**Task brief:**
Select the lines of the records containing the word "Campbell" and list them.

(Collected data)
● ● ● ●

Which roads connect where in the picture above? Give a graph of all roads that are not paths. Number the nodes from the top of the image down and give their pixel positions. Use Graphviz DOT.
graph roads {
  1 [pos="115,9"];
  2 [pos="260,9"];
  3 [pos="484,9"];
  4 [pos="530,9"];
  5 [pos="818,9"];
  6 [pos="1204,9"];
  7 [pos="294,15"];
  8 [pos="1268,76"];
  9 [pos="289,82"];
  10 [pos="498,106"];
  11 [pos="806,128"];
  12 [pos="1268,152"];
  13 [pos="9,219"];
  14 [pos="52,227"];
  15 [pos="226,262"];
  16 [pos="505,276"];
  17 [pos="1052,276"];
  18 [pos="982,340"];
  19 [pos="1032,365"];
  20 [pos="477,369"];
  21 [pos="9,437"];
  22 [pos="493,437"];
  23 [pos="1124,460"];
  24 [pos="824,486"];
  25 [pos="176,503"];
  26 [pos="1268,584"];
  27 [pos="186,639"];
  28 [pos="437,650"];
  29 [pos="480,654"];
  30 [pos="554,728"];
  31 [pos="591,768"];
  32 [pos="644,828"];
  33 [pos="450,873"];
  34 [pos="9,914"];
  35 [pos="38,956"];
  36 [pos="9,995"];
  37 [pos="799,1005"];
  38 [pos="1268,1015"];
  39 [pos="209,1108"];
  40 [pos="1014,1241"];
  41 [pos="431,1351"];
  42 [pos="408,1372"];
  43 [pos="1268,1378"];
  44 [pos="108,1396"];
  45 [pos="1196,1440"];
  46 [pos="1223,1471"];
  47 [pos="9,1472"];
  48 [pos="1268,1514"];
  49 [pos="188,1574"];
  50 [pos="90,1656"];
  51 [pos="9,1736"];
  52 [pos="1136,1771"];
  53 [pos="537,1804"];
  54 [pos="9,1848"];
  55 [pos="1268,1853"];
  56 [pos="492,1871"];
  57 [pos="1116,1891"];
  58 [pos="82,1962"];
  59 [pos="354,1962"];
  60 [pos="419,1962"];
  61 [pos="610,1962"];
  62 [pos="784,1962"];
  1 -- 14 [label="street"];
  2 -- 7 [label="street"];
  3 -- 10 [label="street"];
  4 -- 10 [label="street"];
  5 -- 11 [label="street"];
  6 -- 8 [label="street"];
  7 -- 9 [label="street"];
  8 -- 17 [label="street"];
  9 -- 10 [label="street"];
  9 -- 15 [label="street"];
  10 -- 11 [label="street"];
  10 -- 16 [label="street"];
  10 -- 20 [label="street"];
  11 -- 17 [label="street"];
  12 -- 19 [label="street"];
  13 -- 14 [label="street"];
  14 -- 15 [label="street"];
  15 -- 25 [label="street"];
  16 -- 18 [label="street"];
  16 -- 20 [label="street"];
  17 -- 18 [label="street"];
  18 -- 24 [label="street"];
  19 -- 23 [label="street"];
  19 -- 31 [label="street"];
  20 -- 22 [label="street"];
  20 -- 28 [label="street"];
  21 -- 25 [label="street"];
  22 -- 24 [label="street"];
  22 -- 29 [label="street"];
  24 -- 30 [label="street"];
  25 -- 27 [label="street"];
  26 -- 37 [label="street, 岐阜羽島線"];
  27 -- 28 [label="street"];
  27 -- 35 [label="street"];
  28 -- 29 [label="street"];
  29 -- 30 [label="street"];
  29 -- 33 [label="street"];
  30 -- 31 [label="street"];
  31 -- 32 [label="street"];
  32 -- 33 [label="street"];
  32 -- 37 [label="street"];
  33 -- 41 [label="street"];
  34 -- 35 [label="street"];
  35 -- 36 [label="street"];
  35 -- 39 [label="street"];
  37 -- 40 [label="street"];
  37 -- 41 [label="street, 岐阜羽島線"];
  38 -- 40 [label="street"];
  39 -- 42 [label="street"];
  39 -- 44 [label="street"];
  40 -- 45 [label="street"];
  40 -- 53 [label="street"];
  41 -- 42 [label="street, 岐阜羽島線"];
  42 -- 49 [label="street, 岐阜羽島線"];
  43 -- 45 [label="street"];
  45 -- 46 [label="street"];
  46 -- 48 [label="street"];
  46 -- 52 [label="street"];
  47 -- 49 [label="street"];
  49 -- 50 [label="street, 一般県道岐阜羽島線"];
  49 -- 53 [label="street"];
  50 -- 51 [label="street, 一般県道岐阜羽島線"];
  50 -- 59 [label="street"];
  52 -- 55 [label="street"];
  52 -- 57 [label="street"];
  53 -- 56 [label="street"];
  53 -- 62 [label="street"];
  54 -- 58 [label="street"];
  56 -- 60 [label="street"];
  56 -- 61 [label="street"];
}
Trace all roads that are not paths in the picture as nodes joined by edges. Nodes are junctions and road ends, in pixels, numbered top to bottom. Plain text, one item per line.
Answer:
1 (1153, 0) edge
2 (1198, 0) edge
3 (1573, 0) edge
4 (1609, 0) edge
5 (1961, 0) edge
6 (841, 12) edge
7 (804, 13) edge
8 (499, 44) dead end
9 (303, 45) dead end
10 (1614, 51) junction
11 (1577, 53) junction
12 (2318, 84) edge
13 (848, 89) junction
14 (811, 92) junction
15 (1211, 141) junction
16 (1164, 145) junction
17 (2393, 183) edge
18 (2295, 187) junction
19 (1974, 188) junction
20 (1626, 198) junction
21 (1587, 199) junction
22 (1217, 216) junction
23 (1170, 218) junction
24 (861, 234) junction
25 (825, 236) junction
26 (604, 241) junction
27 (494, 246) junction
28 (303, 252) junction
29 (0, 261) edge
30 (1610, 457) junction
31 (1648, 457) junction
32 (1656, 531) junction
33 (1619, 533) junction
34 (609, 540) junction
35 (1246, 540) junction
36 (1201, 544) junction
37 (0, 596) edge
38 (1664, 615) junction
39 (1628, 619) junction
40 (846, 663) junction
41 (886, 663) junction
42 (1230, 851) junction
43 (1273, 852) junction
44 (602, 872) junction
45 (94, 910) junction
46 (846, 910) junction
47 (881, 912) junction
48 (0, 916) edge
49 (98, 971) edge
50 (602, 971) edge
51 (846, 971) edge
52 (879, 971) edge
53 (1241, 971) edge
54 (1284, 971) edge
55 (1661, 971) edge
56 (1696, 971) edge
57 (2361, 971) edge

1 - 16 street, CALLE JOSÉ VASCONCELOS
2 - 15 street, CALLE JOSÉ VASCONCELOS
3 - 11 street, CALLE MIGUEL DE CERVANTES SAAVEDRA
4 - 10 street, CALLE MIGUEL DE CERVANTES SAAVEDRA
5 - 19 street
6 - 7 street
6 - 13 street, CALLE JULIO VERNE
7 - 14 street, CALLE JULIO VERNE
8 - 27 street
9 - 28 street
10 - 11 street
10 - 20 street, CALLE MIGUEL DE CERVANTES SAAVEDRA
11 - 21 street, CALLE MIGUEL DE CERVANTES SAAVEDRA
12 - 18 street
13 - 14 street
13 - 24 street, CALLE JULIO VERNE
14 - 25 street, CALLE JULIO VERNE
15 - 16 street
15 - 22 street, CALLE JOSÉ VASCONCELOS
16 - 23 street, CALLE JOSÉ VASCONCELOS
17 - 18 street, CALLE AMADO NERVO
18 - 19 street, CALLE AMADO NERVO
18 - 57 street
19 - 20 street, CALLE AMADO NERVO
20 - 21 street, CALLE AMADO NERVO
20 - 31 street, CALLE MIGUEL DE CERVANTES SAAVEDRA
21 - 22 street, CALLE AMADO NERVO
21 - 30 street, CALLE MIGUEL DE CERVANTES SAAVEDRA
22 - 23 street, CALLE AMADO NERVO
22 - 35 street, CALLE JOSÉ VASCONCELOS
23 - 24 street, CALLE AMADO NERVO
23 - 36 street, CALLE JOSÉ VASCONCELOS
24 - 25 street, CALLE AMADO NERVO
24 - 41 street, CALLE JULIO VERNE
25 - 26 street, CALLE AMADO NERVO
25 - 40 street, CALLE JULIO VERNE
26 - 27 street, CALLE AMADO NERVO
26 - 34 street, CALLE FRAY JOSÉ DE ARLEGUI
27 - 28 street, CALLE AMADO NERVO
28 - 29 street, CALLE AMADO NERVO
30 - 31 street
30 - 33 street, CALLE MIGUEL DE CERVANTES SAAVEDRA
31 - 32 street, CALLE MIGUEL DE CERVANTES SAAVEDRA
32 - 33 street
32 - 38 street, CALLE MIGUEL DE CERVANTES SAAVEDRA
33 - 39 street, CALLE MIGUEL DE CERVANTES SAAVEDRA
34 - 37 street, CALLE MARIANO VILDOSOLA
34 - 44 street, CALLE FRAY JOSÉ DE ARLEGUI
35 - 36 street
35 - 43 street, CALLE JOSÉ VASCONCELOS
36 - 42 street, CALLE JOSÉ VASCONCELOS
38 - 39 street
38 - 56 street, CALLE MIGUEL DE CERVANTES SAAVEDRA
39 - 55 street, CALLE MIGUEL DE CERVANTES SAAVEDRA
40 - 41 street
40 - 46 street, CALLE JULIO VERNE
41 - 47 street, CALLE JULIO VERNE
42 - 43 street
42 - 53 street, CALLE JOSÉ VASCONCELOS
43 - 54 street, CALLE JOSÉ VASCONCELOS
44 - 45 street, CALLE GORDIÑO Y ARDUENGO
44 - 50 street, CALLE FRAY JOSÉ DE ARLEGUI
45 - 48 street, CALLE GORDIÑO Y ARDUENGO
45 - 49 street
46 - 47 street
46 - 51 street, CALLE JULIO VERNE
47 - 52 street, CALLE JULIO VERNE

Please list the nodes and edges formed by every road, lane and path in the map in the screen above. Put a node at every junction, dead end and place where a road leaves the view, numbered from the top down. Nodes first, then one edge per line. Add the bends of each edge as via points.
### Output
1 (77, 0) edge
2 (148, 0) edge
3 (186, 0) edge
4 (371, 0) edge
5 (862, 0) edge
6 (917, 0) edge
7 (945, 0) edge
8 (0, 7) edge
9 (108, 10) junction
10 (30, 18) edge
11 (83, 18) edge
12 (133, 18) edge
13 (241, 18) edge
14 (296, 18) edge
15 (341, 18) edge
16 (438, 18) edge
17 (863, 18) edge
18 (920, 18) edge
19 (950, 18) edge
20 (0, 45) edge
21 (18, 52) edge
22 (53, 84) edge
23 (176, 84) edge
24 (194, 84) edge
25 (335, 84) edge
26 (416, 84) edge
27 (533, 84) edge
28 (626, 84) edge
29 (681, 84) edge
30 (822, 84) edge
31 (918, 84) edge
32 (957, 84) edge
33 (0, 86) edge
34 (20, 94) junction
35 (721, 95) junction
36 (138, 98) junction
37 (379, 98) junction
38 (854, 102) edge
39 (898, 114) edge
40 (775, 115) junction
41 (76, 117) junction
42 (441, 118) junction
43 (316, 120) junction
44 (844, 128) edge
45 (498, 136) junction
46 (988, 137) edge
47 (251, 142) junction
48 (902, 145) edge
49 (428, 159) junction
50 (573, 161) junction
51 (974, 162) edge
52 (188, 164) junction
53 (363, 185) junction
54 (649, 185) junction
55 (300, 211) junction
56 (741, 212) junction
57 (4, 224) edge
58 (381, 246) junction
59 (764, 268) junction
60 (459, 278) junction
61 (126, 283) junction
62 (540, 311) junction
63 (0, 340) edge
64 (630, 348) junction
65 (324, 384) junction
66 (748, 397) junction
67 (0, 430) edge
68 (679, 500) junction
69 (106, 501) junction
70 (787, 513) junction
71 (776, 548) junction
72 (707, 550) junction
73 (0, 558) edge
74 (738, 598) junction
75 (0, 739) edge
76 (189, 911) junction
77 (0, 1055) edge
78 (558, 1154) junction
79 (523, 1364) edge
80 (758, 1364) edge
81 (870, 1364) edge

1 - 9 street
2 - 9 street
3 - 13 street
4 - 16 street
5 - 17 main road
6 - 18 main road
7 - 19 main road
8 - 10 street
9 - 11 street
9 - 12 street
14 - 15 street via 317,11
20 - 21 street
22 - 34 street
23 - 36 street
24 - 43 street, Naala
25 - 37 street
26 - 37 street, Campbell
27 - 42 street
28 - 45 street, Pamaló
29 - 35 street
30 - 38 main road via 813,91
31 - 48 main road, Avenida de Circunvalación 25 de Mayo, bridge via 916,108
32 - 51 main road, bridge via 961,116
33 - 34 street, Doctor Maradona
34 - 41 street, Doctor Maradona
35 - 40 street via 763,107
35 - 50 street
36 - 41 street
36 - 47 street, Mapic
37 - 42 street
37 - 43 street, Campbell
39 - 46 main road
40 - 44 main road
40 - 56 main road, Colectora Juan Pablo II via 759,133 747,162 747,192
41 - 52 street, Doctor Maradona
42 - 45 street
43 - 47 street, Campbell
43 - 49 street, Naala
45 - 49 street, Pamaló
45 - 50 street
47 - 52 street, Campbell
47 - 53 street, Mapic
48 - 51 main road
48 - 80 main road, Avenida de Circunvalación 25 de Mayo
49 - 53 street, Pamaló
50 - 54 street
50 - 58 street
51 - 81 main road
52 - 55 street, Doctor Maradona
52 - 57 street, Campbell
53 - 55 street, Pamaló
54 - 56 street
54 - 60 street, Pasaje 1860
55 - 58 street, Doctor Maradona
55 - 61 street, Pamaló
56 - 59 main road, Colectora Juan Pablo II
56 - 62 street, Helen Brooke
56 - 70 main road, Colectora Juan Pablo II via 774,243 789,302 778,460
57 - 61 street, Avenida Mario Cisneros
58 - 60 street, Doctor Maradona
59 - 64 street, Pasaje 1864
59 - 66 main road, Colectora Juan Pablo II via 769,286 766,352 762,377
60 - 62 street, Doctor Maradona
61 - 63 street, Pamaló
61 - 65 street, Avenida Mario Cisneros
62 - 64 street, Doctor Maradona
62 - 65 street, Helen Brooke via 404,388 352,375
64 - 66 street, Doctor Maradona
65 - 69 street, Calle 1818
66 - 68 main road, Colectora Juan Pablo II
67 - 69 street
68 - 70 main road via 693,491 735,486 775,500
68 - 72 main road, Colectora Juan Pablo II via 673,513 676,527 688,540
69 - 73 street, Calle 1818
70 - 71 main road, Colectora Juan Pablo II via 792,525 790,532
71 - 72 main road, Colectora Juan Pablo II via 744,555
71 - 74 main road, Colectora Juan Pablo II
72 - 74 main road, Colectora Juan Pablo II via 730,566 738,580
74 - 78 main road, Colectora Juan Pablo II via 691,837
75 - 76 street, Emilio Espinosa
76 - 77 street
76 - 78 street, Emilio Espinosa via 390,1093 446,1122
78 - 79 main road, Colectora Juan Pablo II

● ● ● ●

**Answer area:**
26 - 37 street, Campbell
37 - 43 street, Campbell
43 - 47 street, Campbell
47 - 52 street, Campbell
52 - 57 street, Campbell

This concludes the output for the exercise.